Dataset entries
>>>>>
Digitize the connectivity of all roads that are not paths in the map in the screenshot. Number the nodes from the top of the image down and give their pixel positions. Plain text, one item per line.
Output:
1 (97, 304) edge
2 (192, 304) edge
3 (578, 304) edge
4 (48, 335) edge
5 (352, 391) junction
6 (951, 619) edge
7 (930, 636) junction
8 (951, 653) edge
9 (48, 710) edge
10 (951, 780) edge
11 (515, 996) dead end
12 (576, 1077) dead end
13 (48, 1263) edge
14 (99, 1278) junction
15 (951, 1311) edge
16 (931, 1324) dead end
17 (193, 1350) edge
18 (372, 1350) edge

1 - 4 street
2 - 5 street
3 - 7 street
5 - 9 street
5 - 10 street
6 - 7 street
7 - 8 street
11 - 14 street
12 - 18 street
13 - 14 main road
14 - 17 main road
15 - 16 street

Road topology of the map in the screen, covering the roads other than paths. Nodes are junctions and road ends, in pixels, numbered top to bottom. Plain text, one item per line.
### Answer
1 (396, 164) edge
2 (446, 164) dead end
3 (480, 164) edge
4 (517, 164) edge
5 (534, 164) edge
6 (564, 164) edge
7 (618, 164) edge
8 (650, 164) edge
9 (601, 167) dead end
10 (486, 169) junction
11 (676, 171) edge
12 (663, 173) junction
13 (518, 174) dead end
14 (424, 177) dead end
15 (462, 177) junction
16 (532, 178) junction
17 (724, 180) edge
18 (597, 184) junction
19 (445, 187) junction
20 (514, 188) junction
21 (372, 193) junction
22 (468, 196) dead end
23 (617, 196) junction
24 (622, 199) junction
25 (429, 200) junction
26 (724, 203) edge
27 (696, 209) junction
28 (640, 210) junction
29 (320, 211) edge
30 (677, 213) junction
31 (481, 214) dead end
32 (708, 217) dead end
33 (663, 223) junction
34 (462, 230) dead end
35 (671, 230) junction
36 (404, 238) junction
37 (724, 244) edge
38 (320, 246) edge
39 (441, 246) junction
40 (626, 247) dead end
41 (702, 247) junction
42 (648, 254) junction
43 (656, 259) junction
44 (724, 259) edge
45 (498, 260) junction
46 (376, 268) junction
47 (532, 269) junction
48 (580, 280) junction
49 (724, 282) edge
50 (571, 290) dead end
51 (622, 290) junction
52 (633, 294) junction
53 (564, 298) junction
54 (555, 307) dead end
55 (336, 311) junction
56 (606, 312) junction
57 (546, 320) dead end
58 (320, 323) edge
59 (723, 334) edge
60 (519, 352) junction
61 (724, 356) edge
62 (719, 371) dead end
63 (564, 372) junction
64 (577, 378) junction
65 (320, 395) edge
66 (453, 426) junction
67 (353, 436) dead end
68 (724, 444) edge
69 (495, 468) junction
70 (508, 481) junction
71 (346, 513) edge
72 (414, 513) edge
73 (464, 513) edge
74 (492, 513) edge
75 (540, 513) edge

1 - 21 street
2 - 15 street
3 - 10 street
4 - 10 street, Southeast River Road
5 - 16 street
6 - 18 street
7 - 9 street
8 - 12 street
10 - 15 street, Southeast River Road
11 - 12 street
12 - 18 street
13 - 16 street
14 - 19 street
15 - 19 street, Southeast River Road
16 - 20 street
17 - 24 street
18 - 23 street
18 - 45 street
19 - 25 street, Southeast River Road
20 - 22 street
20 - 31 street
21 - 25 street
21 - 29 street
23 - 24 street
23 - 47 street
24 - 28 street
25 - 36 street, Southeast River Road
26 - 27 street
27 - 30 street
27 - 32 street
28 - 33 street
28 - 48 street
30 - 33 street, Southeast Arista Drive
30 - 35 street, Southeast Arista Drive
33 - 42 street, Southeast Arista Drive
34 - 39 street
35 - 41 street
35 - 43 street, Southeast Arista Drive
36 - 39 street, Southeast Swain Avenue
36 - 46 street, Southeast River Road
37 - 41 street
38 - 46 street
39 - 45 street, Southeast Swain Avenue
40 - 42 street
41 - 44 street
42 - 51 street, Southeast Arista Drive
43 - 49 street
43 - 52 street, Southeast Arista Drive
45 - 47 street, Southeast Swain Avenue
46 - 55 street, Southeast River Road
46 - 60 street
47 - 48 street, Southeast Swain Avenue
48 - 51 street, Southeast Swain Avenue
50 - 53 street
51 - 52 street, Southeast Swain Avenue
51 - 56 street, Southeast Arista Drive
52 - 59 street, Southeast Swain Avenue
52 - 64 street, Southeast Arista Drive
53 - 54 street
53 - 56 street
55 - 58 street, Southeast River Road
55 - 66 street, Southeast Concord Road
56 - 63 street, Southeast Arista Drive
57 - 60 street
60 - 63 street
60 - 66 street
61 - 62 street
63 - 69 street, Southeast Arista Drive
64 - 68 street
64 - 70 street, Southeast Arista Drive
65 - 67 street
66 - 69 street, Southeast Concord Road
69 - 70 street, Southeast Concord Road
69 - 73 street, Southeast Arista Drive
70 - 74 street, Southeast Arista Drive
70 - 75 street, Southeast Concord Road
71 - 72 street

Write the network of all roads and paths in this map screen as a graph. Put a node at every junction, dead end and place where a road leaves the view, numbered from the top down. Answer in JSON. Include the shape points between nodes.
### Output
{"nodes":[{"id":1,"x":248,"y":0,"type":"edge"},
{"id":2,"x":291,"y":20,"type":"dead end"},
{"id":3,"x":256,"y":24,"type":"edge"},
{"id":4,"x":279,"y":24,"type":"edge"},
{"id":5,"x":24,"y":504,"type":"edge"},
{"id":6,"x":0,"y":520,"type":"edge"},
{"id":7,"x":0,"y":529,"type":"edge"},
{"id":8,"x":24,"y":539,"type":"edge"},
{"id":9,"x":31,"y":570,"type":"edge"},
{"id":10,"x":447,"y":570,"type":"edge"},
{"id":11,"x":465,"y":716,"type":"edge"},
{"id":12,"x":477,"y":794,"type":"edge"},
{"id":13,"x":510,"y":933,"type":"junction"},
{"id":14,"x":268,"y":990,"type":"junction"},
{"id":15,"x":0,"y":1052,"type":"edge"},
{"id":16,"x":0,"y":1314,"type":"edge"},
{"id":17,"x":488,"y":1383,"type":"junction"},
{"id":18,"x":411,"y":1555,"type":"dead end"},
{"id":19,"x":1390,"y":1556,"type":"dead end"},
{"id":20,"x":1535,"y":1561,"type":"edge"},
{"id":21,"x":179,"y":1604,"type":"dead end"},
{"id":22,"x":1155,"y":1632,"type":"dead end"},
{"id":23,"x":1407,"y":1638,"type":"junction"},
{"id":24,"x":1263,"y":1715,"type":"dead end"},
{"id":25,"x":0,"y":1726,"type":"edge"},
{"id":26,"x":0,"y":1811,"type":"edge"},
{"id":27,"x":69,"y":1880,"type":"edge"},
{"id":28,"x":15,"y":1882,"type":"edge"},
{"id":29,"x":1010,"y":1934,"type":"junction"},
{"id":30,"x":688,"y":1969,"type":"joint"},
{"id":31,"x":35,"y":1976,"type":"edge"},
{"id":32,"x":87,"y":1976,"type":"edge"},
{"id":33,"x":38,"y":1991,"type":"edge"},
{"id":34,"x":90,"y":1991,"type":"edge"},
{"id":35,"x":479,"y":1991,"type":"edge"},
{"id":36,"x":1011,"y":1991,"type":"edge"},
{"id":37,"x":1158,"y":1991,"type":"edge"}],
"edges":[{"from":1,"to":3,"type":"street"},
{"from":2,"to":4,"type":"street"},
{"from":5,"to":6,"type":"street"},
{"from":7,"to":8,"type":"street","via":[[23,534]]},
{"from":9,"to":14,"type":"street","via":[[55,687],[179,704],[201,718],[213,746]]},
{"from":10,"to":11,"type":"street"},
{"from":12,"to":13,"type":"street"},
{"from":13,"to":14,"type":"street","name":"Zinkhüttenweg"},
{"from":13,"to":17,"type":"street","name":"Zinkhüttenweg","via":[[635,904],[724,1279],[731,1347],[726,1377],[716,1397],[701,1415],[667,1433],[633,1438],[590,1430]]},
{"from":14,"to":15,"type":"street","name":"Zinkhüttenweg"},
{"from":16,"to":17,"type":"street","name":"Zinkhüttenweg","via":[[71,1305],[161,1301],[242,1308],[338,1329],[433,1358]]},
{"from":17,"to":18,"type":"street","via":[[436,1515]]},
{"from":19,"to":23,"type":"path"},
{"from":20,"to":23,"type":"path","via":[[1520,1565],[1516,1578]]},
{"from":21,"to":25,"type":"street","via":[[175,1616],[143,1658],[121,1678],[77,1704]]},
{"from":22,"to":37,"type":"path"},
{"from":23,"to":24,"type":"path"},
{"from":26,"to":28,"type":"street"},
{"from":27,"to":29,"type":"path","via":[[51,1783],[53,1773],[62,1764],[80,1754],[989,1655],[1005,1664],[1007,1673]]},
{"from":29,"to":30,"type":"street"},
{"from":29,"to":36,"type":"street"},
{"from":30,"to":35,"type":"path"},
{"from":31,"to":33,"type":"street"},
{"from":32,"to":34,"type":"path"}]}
<<<<<
DIRECTIONS FOR THIS TASK:
When a line in the records above holds "paths", that line is to be reported.

THE ANSWER:
Digitize the connectivity of all roads that are not paths in the map in the screenshot. Number the nodes from the top of the image down and give their pixel positions. Plain text, one item per line.
Road topology of the map in the screen, covering the roads other than paths. Nodes are junctions and road ends, in pixels, numbered top to bottom. Plain text, one item per line.
Write the network of all roads and paths in this map screen as a graph. Put a node at every junction, dead end and place where a road leaves the view, numbered from the top down. Answer in JSON. Include the shape points between nodes.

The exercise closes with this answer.